# ACTIVITY:
Copy out each line below containing "Somerset".
--- START ---
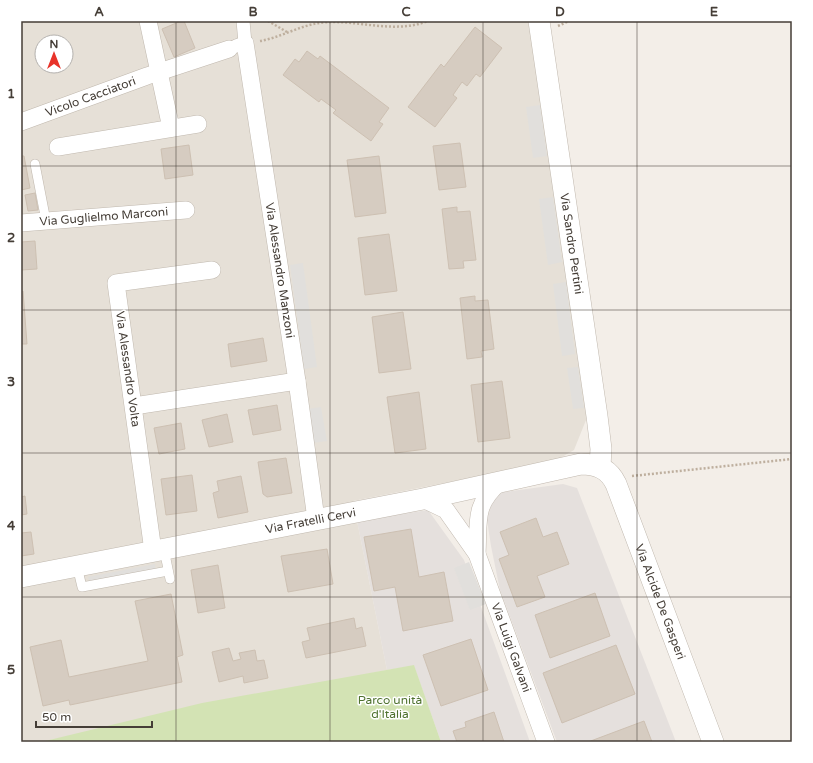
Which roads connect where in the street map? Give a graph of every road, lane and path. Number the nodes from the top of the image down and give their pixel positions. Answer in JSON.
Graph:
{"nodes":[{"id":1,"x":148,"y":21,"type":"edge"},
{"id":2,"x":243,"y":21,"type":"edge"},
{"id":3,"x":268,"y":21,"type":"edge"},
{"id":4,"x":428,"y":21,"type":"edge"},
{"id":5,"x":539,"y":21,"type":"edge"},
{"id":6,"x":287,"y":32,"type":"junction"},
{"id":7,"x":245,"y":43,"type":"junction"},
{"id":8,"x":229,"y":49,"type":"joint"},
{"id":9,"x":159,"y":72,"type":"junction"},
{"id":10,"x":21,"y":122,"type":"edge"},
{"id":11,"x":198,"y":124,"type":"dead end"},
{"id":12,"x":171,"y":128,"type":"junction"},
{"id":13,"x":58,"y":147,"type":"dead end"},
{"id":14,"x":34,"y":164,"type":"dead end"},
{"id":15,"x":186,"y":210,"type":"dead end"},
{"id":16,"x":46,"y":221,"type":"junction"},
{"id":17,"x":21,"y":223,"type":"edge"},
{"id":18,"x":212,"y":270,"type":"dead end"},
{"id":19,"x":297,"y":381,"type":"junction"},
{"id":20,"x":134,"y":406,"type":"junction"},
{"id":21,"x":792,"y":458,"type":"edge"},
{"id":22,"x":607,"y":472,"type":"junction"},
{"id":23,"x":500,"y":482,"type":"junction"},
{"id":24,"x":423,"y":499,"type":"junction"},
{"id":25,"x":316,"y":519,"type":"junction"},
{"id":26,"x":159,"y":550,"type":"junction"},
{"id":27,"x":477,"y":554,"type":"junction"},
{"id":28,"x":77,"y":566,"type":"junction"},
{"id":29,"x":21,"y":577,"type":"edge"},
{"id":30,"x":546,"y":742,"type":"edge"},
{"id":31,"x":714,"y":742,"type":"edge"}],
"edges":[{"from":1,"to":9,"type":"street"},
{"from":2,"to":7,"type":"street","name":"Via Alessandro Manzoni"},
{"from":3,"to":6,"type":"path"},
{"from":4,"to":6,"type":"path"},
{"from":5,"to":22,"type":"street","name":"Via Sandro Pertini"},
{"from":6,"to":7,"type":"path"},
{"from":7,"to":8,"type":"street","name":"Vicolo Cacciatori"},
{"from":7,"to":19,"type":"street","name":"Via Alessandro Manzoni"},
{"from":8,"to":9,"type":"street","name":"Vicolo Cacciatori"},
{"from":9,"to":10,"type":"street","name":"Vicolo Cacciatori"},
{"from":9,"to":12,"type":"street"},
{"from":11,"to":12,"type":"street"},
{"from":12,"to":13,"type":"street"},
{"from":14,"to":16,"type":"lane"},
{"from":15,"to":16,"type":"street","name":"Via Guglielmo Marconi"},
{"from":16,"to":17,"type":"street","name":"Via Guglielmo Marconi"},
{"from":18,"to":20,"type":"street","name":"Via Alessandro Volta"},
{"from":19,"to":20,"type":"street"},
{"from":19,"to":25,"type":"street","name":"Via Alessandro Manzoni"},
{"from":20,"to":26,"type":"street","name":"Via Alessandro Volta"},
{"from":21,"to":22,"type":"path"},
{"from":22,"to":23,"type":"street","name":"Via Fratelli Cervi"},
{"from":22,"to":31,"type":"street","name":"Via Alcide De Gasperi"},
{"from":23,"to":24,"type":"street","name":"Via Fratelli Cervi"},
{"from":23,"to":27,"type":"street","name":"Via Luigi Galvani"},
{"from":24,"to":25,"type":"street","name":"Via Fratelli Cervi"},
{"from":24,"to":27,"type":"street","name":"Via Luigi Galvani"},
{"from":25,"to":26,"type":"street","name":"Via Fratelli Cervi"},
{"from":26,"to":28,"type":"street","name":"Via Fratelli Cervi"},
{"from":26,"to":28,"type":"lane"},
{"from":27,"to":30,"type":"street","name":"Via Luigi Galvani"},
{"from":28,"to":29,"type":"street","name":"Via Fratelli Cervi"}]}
--- END ---
--- START ---
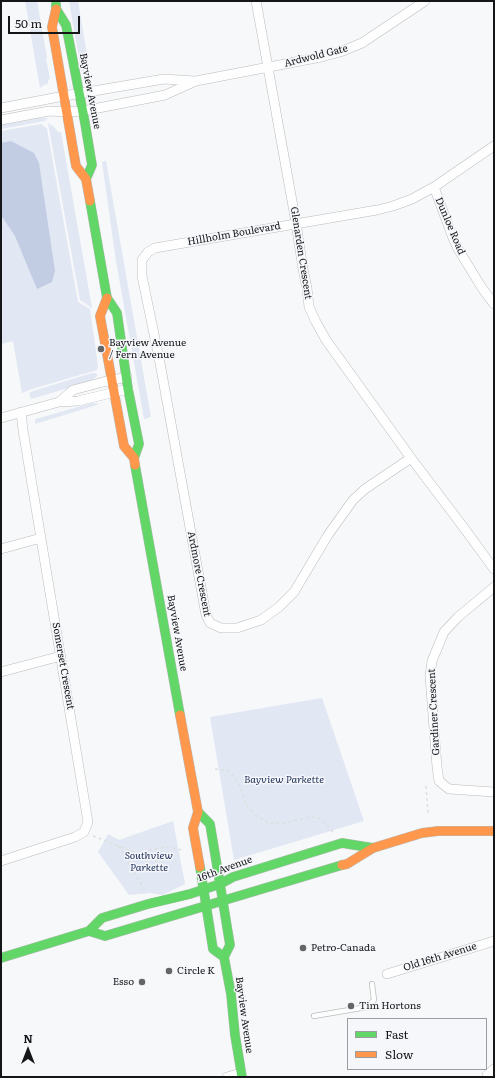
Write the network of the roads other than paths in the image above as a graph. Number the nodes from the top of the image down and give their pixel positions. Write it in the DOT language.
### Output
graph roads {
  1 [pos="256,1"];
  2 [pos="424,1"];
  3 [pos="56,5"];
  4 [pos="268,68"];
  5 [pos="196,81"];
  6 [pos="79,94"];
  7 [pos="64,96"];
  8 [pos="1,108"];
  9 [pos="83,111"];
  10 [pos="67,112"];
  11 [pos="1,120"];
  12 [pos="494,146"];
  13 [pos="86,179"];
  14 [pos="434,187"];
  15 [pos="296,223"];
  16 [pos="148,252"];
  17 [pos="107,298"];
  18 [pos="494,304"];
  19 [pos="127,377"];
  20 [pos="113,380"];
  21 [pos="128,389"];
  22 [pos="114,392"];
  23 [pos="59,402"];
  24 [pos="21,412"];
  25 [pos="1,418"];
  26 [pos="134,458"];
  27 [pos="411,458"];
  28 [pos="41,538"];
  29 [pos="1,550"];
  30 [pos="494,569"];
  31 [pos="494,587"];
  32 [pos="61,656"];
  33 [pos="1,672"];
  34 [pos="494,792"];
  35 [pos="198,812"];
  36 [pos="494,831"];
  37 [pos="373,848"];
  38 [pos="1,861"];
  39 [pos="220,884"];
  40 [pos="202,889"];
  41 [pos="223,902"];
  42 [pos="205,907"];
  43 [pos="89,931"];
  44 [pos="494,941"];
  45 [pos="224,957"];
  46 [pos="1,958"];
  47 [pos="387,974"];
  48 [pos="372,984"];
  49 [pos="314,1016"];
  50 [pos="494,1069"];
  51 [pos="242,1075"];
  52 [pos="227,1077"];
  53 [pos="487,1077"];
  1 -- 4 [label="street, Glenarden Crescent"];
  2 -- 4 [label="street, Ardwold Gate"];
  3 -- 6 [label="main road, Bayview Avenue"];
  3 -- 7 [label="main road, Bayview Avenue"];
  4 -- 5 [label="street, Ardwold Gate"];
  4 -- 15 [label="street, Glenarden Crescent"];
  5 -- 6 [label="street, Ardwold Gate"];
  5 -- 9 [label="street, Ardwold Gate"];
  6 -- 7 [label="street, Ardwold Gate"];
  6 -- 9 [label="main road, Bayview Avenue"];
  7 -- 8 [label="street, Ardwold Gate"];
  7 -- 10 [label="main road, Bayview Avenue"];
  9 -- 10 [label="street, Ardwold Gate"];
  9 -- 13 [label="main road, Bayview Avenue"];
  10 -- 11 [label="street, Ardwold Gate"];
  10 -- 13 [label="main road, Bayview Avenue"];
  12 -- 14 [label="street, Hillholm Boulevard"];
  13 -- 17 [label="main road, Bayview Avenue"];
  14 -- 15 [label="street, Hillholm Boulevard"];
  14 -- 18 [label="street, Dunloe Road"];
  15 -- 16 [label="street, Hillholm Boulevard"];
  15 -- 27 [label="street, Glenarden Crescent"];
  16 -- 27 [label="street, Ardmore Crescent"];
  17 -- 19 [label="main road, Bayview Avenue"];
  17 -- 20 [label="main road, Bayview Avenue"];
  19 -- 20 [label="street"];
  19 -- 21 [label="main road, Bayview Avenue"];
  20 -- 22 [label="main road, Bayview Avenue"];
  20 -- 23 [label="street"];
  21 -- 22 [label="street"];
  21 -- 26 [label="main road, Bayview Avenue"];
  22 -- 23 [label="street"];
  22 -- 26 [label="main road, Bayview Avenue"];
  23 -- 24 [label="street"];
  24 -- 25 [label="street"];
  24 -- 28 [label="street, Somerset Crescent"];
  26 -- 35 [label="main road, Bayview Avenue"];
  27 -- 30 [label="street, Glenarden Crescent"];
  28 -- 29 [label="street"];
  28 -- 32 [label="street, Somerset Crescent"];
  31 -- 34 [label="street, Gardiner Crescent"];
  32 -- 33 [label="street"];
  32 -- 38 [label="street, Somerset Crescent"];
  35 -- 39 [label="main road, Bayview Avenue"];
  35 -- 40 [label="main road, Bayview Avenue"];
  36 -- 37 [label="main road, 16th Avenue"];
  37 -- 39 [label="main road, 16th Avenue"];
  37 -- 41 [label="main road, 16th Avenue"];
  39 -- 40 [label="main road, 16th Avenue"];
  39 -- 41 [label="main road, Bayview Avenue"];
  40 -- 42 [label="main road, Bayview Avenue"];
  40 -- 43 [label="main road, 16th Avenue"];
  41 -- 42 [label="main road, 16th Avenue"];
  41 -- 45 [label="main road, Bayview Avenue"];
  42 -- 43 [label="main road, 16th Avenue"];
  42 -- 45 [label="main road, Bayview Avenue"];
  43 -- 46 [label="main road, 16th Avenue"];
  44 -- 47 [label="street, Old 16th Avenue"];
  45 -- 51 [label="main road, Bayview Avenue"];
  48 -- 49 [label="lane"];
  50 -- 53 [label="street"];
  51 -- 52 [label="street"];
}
--- END ---
# COMPLETED TASK:
  24 -- 28 [label="street, Somerset Crescent"];
  28 -- 32 [label="street, Somerset Crescent"];
  32 -- 38 [label="street, Somerset Crescent"];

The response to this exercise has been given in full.